Before talking about Grafana and what it is, we must understand what telemetry is. Telemetry is the automatic recording and transmission of data from a remote or inaccessible source and when the system is in a different location for monitoring and analysis.
We usually need to get information from parts of the infrastructure or parts of an application that we cannot normally access. For example, if we need to deploy a version in one of the already implemented implementations, we cannot debug it.
Therefore, the code is inaccessible in production, making it difficult to understand what part of the code is slow, or has problems.
Grafana is an open-source tool with Apache 2.0 license. It is used to visualize time series data. Collect a series of data and generate a graphic overview of the situation. Grafana uses data sources to take information and graph it.
It is difficult to monitor the system while they are working. So what we do with telemetry is put little snippets of code, for example, in our applications and websites to send data to a data source (a data source is where it stores telemetry data).
Therefore, by placing small snippets of code in our application and while the app or website is in the production environment and is processing, it sends small snippets of data to our source of data, how long does a command take to connect to the database or to save files to disk, how many milliseconds does it take to complete that operation, so the data is telemetry data and then we send it to a data source and then we can work on it to analyze it.
An example of telemetry data is the average time it takes to connect to a database over time. We can obtain this data to see if this is what slows down the application.
And if so, we make some improvements.
Another example would be, if we refactor the code and put it back into production, we can compare the data from before the code was refactored with the data after the code was refactored to see how we managed to improve performance.
Present: The challenge is that organizations today rely more and more on metric data as systems are now larger.
Normally, now the systems are built based on microservices architectures, the infrastructure happens to be in the cloud in the near future all the services are aiming for a solution in the cloud, with this type of metric data extraction the work of performance analysis or indicators of any kind.
And the second big challenge is that companies must collect telemetry data from different data sources and merge it to make sense.
Generally, if you look at the data, it won’t help you much unless you combine it with other data in other business parts.
For example, a series of calls received from customers on a web service. You should get these requests and then, for example, the number of hours you spend doing some kind of operation within your site or application. Then, look at them and say, “how can we improve the application to reduce the number of calls I receive from customers? How can we reduce the number of complaints?
Suppose some data is obtained from our code in the production system. If you want to see and measure that code within the app, with the following question: how many milliseconds will it take for a process to run? On the other hand, knowing if the infrastructure causes this slowness in the code, imagine that the application is on AWS and performance needs to be measured.
Is it the network? Do we need to scale? Do we monitor the infrastructure?
Clearly, you must merge data collected from the infrastructure with the data you get from your application, so, in that case, the metric data resides in two different data sources. One comes from your application and the one that provides you with an AWS.
Grafana is a tool that can be used in the cloud without installing it, or you can install it on your own servers.

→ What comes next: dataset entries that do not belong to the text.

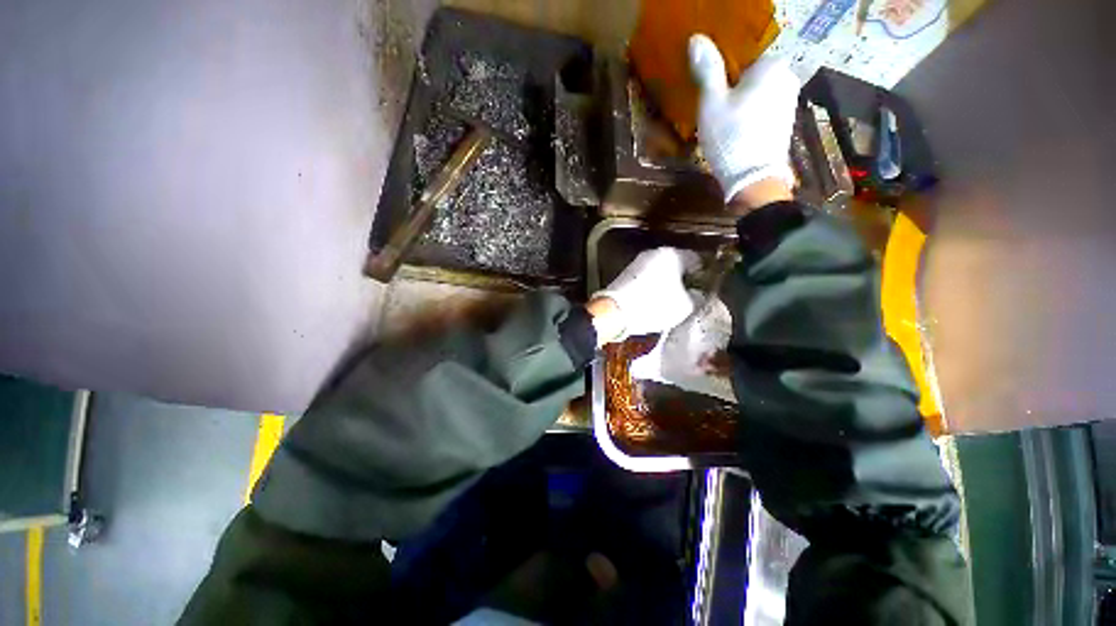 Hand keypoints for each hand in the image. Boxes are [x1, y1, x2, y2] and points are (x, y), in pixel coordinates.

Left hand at [589, 247, 699, 344]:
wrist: (614, 311)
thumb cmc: (654, 305)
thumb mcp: (684, 306)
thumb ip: (696, 297)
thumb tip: (695, 293)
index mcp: (671, 254)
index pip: (696, 259)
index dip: (703, 274)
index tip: (705, 288)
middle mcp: (653, 253)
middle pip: (675, 264)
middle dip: (683, 278)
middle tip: (689, 295)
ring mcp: (636, 263)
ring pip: (659, 271)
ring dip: (666, 282)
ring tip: (670, 301)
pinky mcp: (625, 274)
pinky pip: (645, 278)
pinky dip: (651, 287)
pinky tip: (653, 301)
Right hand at [689, 34, 801, 202]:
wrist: (753, 179)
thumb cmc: (731, 137)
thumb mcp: (712, 103)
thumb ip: (708, 69)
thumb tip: (696, 38)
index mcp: (772, 65)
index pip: (743, 59)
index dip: (724, 78)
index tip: (711, 96)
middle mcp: (787, 77)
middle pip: (751, 77)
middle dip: (734, 90)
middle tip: (715, 113)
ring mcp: (789, 101)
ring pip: (758, 95)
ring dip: (741, 105)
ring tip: (724, 126)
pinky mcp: (785, 123)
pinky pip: (763, 110)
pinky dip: (751, 118)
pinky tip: (738, 135) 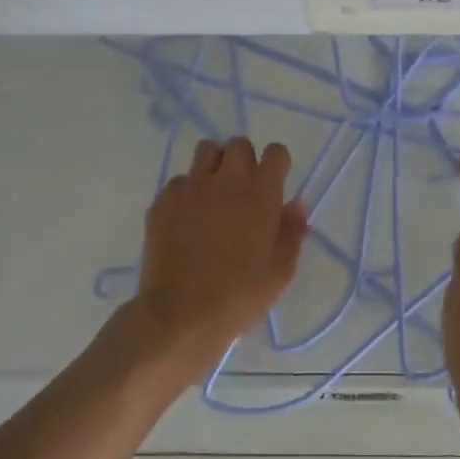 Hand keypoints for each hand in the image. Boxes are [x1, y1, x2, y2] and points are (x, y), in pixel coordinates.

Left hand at [124, 136, 307, 382]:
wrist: (182, 314)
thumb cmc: (241, 295)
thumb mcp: (281, 271)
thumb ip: (292, 231)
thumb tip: (296, 204)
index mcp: (261, 193)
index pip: (275, 152)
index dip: (276, 164)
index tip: (274, 183)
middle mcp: (227, 180)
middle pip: (238, 144)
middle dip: (244, 160)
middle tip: (243, 190)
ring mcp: (192, 187)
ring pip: (206, 151)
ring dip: (214, 165)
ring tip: (214, 194)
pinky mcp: (163, 200)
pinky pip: (179, 181)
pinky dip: (186, 192)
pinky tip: (186, 219) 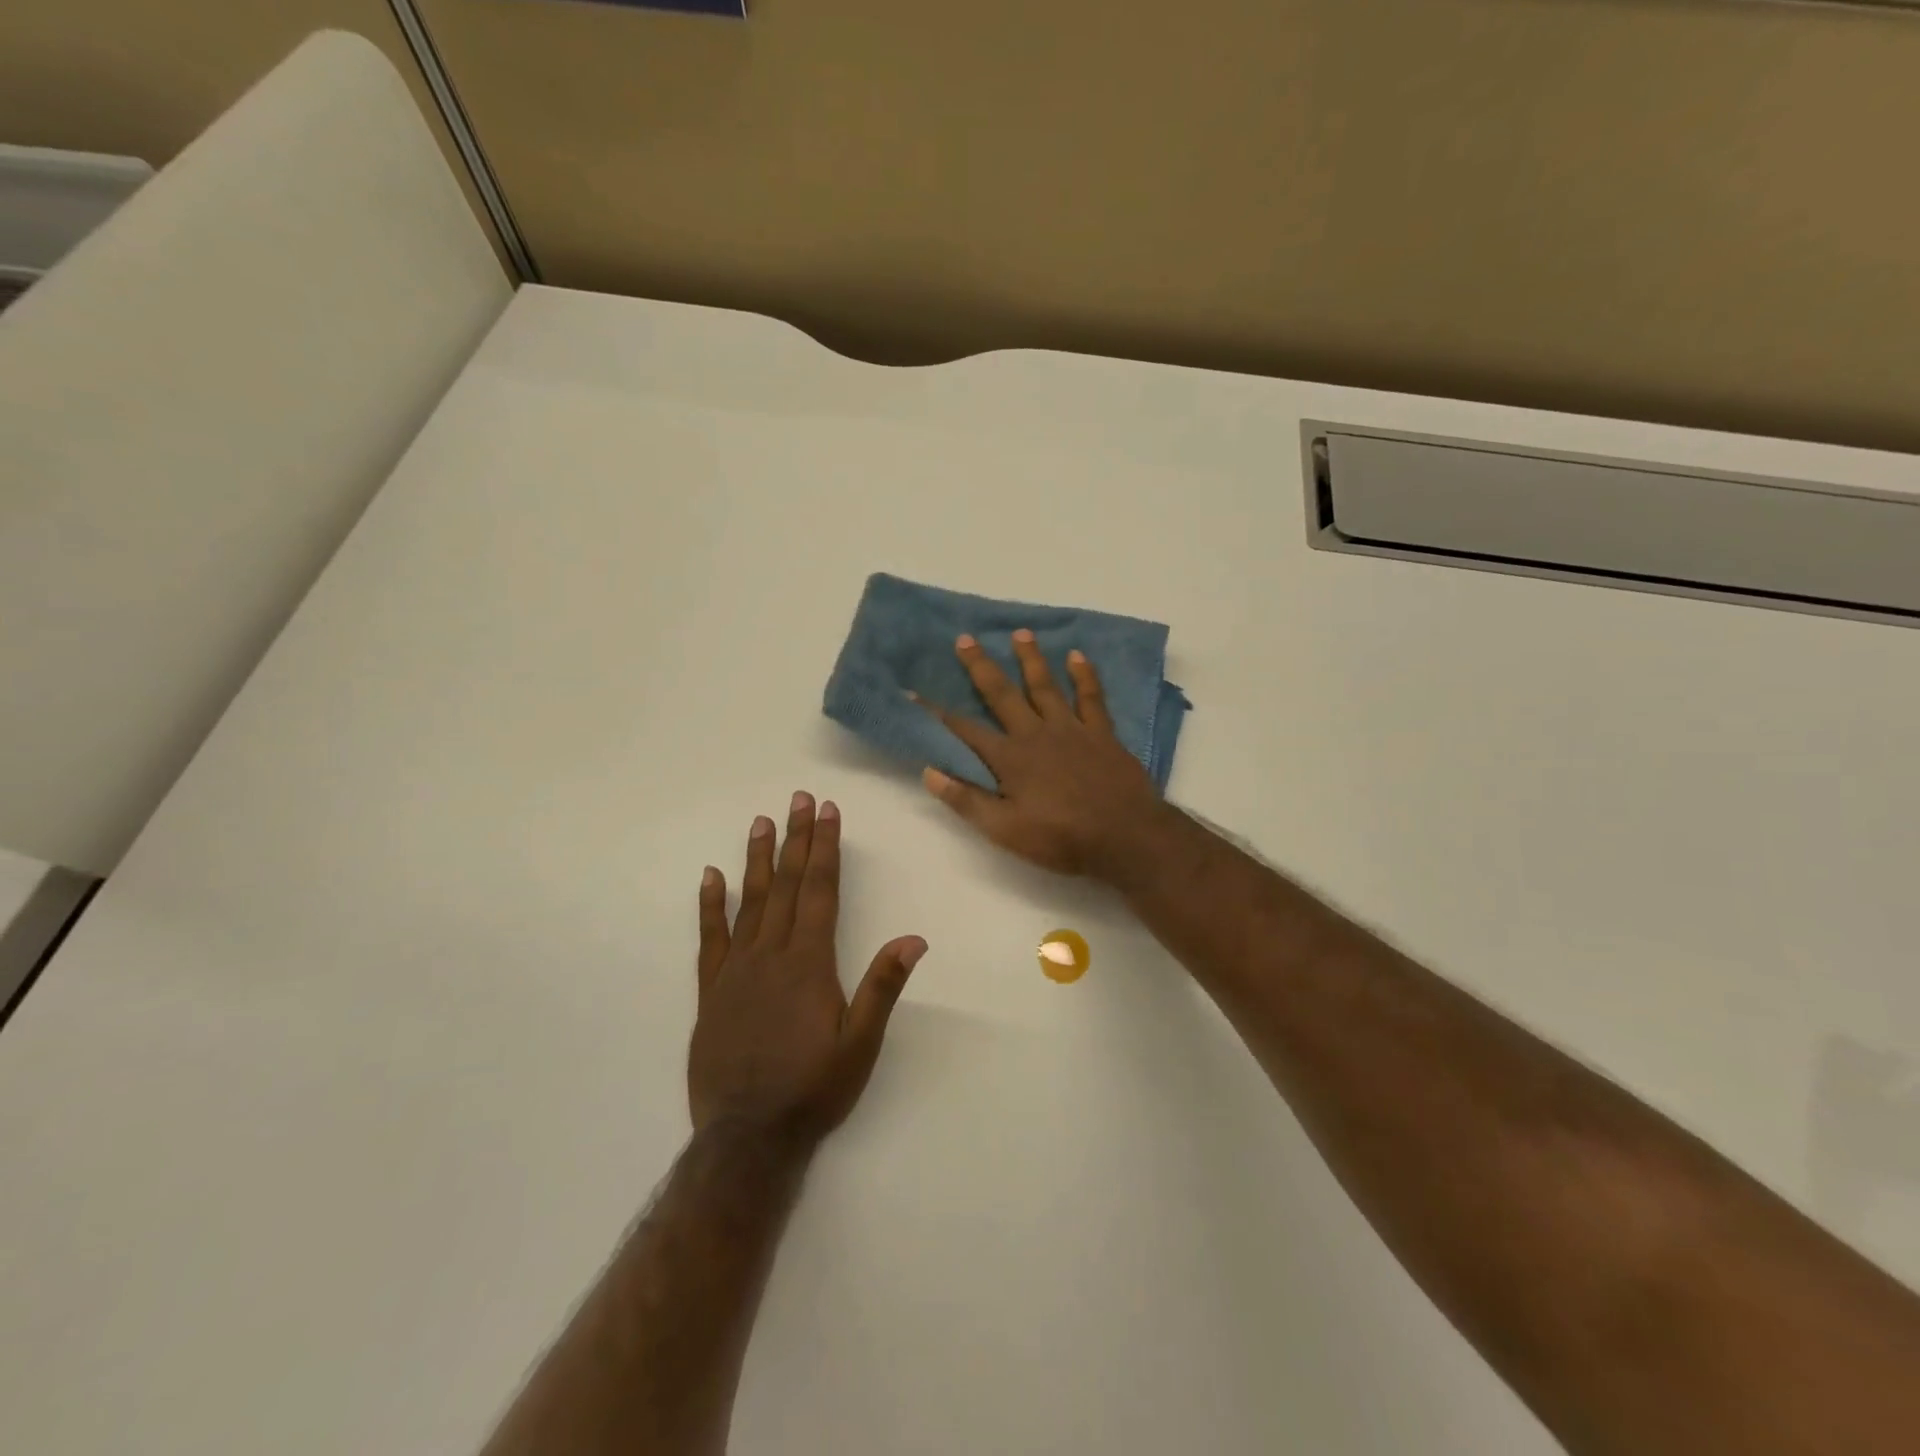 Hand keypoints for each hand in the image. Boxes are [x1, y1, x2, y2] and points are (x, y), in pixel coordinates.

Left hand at [689, 793, 927, 1144]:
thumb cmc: (812, 1089)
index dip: (825, 848)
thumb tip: (913, 938)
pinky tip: (711, 877)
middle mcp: (771, 955)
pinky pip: (710, 938)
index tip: (828, 812)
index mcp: (809, 963)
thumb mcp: (860, 1045)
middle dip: (797, 839)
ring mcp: (736, 970)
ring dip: (758, 859)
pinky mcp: (711, 990)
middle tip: (799, 799)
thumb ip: (882, 987)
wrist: (747, 1138)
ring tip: (762, 822)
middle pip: (787, 885)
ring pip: (750, 901)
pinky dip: (710, 905)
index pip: (820, 891)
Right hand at [917, 631, 1165, 877]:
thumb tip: (929, 772)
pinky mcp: (1102, 733)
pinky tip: (1077, 655)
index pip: (965, 731)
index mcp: (1009, 758)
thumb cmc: (1061, 838)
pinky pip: (1091, 697)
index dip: (938, 713)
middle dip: (981, 666)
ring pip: (1045, 686)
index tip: (916, 691)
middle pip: (1002, 694)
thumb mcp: (1005, 831)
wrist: (1126, 836)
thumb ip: (967, 801)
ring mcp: (1071, 729)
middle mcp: (1036, 734)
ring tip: (1020, 633)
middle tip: (965, 638)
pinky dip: (1084, 675)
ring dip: (1031, 658) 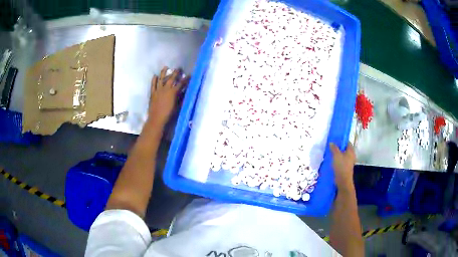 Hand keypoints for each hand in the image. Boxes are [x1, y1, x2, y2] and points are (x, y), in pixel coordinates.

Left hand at [148, 66, 188, 125]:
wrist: (157, 118)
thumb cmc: (169, 114)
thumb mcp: (177, 106)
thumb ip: (181, 98)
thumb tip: (184, 92)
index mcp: (173, 92)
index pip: (181, 84)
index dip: (185, 79)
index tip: (189, 75)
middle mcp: (166, 89)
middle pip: (171, 78)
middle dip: (176, 73)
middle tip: (178, 68)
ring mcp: (158, 90)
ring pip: (161, 79)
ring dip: (163, 72)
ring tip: (166, 67)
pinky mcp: (152, 93)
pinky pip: (153, 84)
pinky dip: (154, 80)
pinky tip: (155, 76)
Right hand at [330, 142, 355, 189]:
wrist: (343, 181)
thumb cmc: (341, 166)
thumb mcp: (336, 155)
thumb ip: (334, 148)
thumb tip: (331, 143)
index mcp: (351, 150)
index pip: (347, 142)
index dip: (341, 140)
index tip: (334, 140)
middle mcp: (351, 155)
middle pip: (345, 148)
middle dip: (338, 147)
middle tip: (331, 146)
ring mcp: (349, 162)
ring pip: (343, 155)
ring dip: (337, 154)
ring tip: (330, 153)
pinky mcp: (346, 167)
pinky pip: (341, 161)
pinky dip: (337, 160)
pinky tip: (332, 161) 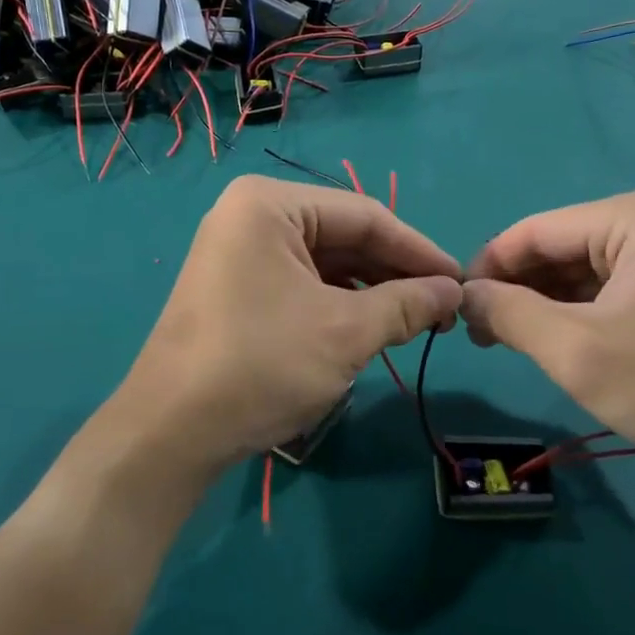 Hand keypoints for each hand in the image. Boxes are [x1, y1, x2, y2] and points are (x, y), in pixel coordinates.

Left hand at [108, 176, 462, 475]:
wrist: (172, 430)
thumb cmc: (261, 364)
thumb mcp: (345, 332)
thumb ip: (405, 304)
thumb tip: (452, 291)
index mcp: (270, 204)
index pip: (364, 216)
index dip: (419, 250)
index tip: (462, 282)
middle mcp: (250, 215)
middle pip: (343, 236)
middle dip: (394, 272)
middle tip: (443, 309)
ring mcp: (238, 251)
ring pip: (324, 262)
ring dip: (370, 290)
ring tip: (416, 321)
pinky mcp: (235, 286)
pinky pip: (300, 282)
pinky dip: (338, 303)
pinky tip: (371, 326)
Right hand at [460, 185, 634, 469]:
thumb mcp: (576, 351)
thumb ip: (509, 315)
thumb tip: (465, 295)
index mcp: (633, 215)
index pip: (534, 231)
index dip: (487, 267)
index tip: (456, 309)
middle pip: (558, 249)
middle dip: (516, 290)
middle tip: (481, 337)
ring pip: (582, 272)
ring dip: (544, 306)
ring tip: (511, 344)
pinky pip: (610, 290)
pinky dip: (577, 314)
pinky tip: (557, 344) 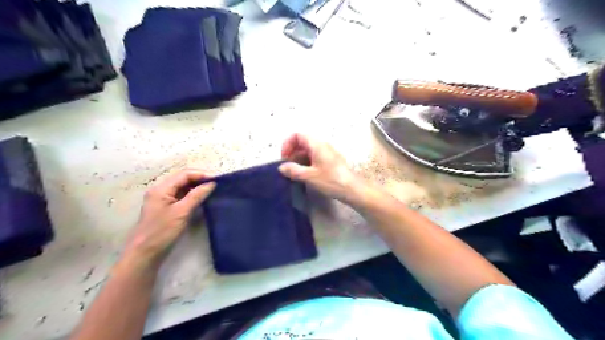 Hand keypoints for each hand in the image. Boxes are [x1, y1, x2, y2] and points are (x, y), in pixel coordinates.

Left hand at [121, 170, 216, 271]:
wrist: (145, 253)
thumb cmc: (162, 231)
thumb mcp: (182, 212)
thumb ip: (197, 195)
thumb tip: (212, 183)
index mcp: (161, 188)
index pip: (185, 174)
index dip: (202, 174)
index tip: (218, 179)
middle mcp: (161, 190)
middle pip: (183, 178)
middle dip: (200, 179)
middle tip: (217, 183)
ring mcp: (162, 199)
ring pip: (182, 187)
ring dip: (197, 186)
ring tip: (212, 189)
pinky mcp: (166, 207)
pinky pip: (181, 195)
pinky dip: (192, 194)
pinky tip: (202, 197)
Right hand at [278, 133, 357, 201]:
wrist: (352, 189)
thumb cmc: (331, 180)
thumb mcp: (309, 176)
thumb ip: (293, 170)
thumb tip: (281, 167)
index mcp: (317, 145)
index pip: (297, 135)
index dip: (287, 144)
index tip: (284, 158)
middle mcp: (322, 145)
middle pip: (302, 143)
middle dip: (291, 153)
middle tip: (287, 168)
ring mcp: (327, 153)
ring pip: (308, 151)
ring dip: (298, 160)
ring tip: (294, 174)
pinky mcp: (330, 161)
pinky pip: (314, 158)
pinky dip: (306, 164)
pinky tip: (304, 175) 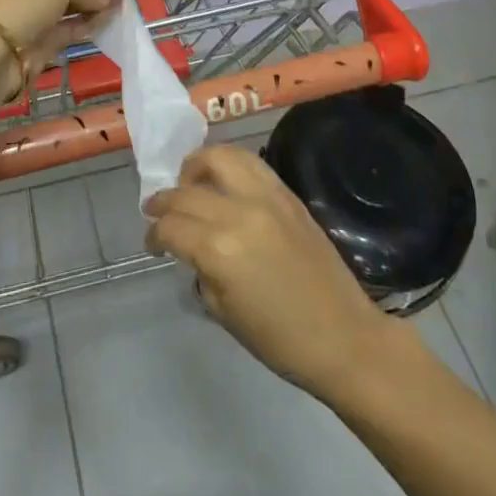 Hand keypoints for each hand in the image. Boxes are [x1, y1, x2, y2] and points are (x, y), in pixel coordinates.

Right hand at [144, 144, 394, 399]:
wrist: (343, 336)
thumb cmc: (279, 339)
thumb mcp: (223, 312)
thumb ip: (200, 270)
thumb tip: (191, 249)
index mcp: (219, 250)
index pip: (171, 227)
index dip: (153, 235)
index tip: (152, 244)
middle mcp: (239, 212)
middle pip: (187, 192)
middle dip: (164, 201)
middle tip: (156, 211)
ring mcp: (266, 197)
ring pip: (219, 157)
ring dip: (195, 166)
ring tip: (188, 181)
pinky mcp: (287, 194)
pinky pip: (250, 163)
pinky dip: (228, 164)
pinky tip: (221, 180) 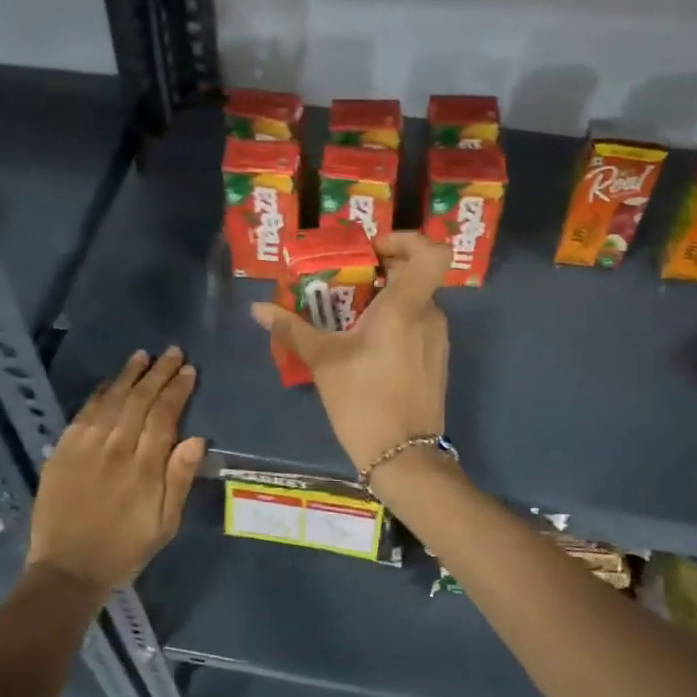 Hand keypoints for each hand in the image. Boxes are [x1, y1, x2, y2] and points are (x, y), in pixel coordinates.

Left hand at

The following data sources are officially supported:
- AWS CloudWatch
- Azure Monitor
- Google Stackdriver
- Microsoft SQL Server (MSSQL)
This tool displays the time series data (The time series data is a type of telemetry data that has information and a time attached to it in which the time series data must have a date or time attached), for example, 01/01/2020 23:21 am. Without these time data, the data cannot be visualized, since visualizing implies seeing data over time, obviously, and graphing them for later analysis. Grafana is really good at fetching data from different data sources and then putting it on a board so you can understand what’s going on above.
You can also define alerts, for example, if the number of requests to a webservice is excessive. If the number of exceptions in the code exceeds a certain number, you can define layers and generate alerts. Then alerts can be sent to a wide range of channels.
For example, sending email alerts.
Grafana allows you to query, visualize, alert on and understand your metrics no matter where they are stored. Create, explore, and share dashboards with your team and foster a data-driven culture:
Visualize: Fast and flexible client-side graphs with a multitude of options. Panel plugins for many different ways to visualize metrics and logs.
Dynamic Dashboards: Create dynamic & reusable dashboards with template variables that appear as dropdowns at the top of the dashboard.
Explore Metrics: Explore your data through ad-hoc queries and dynamic drilldown. Split view and compare different time ranges, queries and data sources side by side.
Explore Logs: Experience the magic of switching from metrics to logs with preserved label filters. Quickly search through all your logs or streaming them live.
Alerting: Visually define alert rules for your most important metrics. Grafana will continuously evaluate and send notifications to systems like Slack, PagerDuty, VictorOps, OpsGenie.
Mixed Data Sources: Mix different data sources in the same graph! You can specify a data source on a per-query basis. This works for even custom data sources.